### [Exercise prompt]
Taking the listing below, restate word for word each line from the line with "#include <math.h>" to the line with "static void write(double", ends included, and stop there.
▼
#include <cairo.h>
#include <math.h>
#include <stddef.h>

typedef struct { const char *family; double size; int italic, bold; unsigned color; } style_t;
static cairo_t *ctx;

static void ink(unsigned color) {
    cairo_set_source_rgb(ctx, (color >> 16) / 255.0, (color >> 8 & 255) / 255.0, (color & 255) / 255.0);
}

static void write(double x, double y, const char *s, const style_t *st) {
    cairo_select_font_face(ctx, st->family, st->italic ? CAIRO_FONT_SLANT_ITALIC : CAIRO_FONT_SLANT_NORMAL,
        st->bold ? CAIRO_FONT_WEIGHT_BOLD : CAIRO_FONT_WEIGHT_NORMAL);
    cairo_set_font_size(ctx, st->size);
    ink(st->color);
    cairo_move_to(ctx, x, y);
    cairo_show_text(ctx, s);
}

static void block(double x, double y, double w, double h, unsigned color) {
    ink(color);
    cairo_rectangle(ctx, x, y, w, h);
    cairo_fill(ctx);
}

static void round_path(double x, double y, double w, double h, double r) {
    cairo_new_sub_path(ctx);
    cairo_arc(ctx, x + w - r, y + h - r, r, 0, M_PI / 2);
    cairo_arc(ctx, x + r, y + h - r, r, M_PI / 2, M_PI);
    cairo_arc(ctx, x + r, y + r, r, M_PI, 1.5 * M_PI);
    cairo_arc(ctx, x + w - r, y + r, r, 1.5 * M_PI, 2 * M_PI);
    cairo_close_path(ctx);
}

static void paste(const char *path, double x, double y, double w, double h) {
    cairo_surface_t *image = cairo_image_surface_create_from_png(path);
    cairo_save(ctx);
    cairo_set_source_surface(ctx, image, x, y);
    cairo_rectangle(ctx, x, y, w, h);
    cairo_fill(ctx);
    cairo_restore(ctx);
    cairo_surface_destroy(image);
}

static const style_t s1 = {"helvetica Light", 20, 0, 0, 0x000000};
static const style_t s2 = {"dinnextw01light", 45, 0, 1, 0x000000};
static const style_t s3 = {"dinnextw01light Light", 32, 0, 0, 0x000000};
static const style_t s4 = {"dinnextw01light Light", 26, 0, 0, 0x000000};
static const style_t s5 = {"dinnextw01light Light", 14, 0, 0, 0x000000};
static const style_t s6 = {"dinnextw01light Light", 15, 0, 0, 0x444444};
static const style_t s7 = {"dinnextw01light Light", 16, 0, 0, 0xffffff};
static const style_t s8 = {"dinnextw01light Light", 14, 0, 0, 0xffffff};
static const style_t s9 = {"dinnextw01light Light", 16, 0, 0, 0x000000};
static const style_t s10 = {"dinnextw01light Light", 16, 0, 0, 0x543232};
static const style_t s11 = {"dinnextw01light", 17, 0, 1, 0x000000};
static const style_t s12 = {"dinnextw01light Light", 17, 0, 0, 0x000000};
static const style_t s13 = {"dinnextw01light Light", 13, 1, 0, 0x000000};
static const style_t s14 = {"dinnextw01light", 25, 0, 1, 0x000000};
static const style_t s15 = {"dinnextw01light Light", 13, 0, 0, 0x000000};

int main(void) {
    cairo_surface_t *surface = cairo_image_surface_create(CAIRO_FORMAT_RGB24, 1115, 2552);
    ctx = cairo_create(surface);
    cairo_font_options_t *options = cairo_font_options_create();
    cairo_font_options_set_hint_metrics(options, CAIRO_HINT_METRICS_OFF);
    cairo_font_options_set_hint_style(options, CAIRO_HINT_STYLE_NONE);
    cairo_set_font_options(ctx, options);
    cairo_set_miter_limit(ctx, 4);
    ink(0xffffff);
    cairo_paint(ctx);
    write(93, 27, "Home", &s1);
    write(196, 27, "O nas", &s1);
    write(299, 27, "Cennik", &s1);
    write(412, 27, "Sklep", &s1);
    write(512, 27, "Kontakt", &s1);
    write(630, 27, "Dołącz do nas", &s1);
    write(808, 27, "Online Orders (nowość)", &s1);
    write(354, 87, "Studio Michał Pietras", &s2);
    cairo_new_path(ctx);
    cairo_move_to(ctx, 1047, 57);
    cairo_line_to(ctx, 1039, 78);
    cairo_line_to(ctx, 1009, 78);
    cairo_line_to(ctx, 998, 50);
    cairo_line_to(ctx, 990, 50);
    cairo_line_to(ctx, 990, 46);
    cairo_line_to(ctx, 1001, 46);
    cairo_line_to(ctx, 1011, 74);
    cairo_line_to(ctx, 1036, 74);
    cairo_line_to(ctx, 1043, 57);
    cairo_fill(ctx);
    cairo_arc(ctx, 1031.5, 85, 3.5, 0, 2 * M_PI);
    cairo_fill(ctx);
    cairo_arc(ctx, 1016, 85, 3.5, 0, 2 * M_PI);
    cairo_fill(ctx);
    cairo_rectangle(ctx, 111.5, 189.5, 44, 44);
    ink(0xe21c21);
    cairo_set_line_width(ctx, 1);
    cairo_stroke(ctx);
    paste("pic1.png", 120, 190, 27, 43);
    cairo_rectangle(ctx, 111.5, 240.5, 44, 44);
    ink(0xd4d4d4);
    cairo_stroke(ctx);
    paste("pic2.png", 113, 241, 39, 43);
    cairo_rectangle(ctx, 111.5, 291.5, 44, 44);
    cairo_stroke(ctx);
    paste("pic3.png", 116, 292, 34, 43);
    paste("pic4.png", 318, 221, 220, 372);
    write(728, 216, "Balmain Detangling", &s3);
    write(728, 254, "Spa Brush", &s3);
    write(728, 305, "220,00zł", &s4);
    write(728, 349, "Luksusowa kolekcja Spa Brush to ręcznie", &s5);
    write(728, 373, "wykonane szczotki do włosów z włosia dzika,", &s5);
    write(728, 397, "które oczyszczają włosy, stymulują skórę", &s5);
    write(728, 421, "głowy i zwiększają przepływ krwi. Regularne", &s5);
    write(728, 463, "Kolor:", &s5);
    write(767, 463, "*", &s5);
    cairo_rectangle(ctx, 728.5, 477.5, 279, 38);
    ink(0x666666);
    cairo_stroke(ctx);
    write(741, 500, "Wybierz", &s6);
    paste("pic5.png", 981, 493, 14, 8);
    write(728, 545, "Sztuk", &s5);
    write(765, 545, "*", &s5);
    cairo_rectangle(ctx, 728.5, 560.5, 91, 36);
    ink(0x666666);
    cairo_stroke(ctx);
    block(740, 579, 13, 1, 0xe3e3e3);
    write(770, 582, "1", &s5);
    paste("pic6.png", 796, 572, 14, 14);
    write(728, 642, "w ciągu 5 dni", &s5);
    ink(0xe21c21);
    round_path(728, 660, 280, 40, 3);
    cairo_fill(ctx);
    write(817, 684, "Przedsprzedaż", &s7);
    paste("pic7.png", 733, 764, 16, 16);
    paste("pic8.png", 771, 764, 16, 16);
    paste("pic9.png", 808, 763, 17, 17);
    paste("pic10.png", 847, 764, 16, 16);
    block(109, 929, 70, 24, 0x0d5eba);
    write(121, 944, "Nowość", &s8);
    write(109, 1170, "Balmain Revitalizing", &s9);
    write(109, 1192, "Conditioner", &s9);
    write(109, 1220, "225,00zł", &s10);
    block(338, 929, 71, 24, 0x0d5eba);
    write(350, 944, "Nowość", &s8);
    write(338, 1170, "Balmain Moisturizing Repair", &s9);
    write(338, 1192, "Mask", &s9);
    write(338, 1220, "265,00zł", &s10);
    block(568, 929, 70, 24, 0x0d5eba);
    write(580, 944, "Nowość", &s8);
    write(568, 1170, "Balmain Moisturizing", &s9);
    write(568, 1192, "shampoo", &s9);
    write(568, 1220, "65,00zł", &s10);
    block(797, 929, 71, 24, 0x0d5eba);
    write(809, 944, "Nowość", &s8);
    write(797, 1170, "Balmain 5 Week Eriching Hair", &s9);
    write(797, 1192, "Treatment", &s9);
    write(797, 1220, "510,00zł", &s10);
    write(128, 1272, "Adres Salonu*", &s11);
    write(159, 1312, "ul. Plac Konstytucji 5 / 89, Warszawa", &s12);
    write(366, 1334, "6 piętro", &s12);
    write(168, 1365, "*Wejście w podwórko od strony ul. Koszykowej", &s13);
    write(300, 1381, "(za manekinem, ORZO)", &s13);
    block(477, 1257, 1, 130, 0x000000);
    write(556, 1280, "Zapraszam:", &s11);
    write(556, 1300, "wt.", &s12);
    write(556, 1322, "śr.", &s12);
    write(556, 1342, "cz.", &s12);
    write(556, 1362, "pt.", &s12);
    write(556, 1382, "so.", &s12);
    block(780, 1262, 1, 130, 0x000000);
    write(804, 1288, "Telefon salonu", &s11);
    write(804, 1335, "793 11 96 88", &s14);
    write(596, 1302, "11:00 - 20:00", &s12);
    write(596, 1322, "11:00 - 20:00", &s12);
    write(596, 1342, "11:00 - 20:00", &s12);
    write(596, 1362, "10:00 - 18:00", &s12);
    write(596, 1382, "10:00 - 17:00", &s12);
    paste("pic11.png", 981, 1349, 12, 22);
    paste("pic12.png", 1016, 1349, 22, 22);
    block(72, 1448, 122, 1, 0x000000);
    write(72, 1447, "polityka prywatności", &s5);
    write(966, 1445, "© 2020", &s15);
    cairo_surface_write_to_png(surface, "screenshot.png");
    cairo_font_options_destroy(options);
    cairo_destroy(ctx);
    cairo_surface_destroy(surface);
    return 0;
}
▲
### [Output below]
#include <math.h>
#include <stddef.h>

typedef struct { const char *family; double size; int italic, bold; unsigned color; } style_t;
static cairo_t *ctx;

static void ink(unsigned color) {
    cairo_set_source_rgb(ctx, (color >> 16) / 255.0, (color >> 8 & 255) / 255.0, (color & 255) / 255.0);
}

static void write(double x, double y, const char *s, const style_t *st) {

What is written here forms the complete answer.